EXCERPTED RECORDS below:

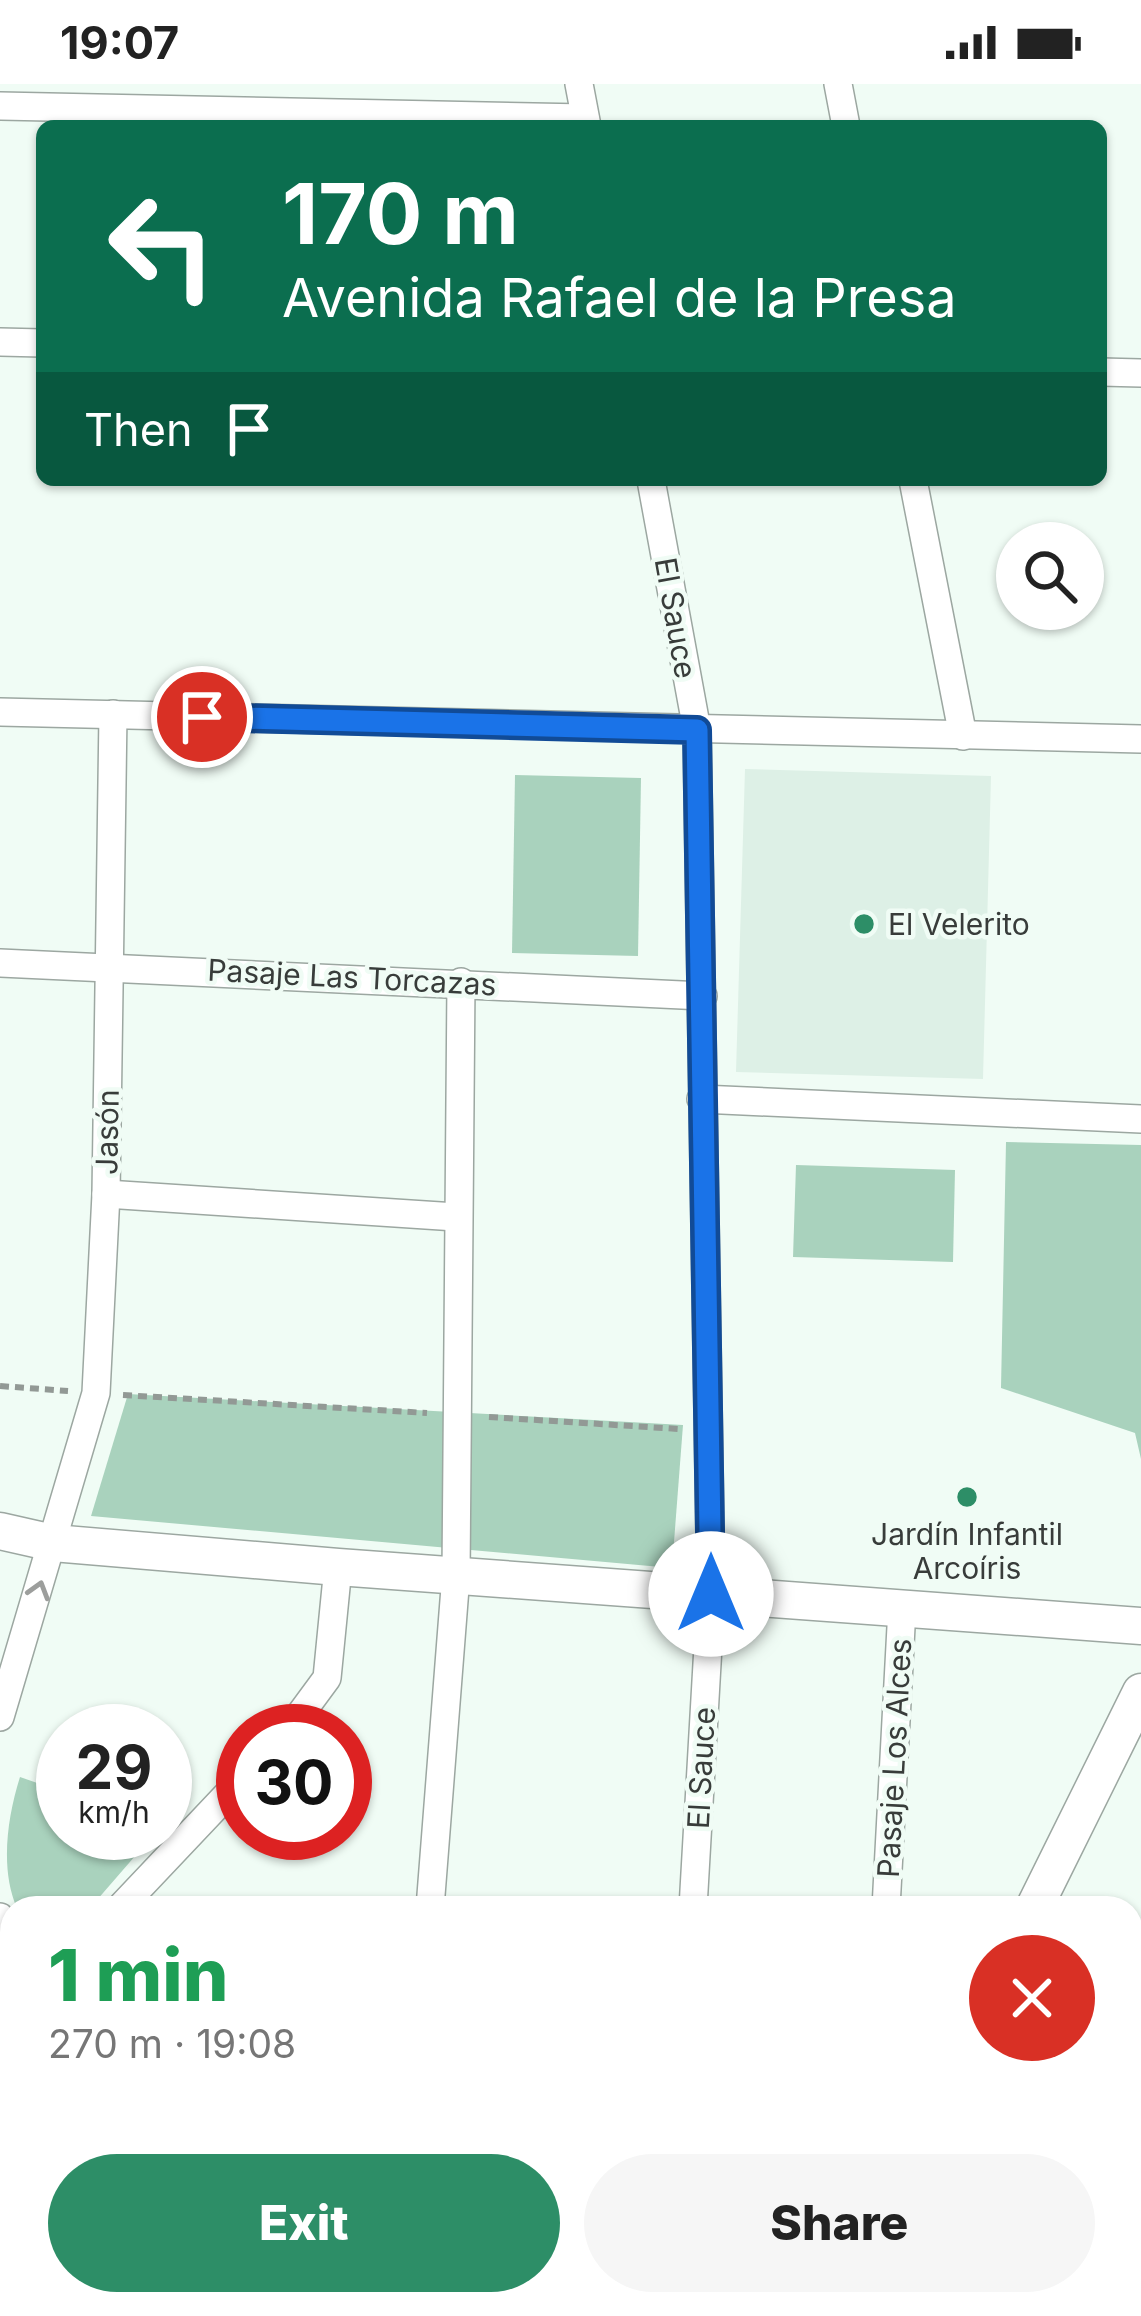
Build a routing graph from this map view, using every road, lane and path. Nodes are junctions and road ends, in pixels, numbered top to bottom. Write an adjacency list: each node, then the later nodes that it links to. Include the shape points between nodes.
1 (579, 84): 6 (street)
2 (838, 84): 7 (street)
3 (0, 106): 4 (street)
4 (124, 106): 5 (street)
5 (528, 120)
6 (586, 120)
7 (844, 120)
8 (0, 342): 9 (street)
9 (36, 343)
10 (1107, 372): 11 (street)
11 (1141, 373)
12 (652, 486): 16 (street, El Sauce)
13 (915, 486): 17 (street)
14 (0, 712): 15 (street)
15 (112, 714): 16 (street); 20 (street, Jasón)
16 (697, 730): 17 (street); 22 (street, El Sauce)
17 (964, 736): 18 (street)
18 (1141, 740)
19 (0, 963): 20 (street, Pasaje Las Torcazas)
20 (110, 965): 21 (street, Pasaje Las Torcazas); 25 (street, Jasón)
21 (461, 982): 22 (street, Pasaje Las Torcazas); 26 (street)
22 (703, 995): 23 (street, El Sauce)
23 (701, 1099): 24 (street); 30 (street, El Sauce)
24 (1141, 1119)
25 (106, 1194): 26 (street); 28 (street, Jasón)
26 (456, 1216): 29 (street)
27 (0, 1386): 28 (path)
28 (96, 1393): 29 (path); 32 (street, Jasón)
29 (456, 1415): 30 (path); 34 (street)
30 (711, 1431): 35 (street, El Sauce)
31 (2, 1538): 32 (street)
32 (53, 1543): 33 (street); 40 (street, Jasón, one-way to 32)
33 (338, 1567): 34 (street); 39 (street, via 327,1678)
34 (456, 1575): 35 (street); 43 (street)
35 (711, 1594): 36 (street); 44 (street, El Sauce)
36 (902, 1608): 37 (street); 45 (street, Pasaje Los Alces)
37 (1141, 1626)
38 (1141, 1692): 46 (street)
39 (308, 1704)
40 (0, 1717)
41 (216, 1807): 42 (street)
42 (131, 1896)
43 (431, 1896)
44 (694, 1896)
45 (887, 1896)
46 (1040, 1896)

End of EXCERPTED RECORDS.

* **THE PROBLEM**
The answer must be an exact copy of the records, with no pictures in it.

* **PROBLEM SOLUTION**
Build a routing graph from this map view, using every road, lane and path. Nodes are junctions and road ends, in pixels, numbered top to bottom. Write an adjacency list: each node, then the later nodes that it links to. Include the shape points between nodes.
1 (579, 84): 6 (street)
2 (838, 84): 7 (street)
3 (0, 106): 4 (street)
4 (124, 106): 5 (street)
5 (528, 120)
6 (586, 120)
7 (844, 120)
8 (0, 342): 9 (street)
9 (36, 343)
10 (1107, 372): 11 (street)
11 (1141, 373)
12 (652, 486): 16 (street, El Sauce)
13 (915, 486): 17 (street)
14 (0, 712): 15 (street)
15 (112, 714): 16 (street); 20 (street, Jasón)
16 (697, 730): 17 (street); 22 (street, El Sauce)
17 (964, 736): 18 (street)
18 (1141, 740)
19 (0, 963): 20 (street, Pasaje Las Torcazas)
20 (110, 965): 21 (street, Pasaje Las Torcazas); 25 (street, Jasón)
21 (461, 982): 22 (street, Pasaje Las Torcazas); 26 (street)
22 (703, 995): 23 (street, El Sauce)
23 (701, 1099): 24 (street); 30 (street, El Sauce)
24 (1141, 1119)
25 (106, 1194): 26 (street); 28 (street, Jasón)
26 (456, 1216): 29 (street)
27 (0, 1386): 28 (path)
28 (96, 1393): 29 (path); 32 (street, Jasón)
29 (456, 1415): 30 (path); 34 (street)
30 (711, 1431): 35 (street, El Sauce)
31 (2, 1538): 32 (street)
32 (53, 1543): 33 (street); 40 (street, Jasón, one-way to 32)
33 (338, 1567): 34 (street); 39 (street, via 327,1678)
34 (456, 1575): 35 (street); 43 (street)
35 (711, 1594): 36 (street); 44 (street, El Sauce)
36 (902, 1608): 37 (street); 45 (street, Pasaje Los Alces)
37 (1141, 1626)
38 (1141, 1692): 46 (street)
39 (308, 1704)
40 (0, 1717)
41 (216, 1807): 42 (street)
42 (131, 1896)
43 (431, 1896)
44 (694, 1896)
45 (887, 1896)
46 (1040, 1896)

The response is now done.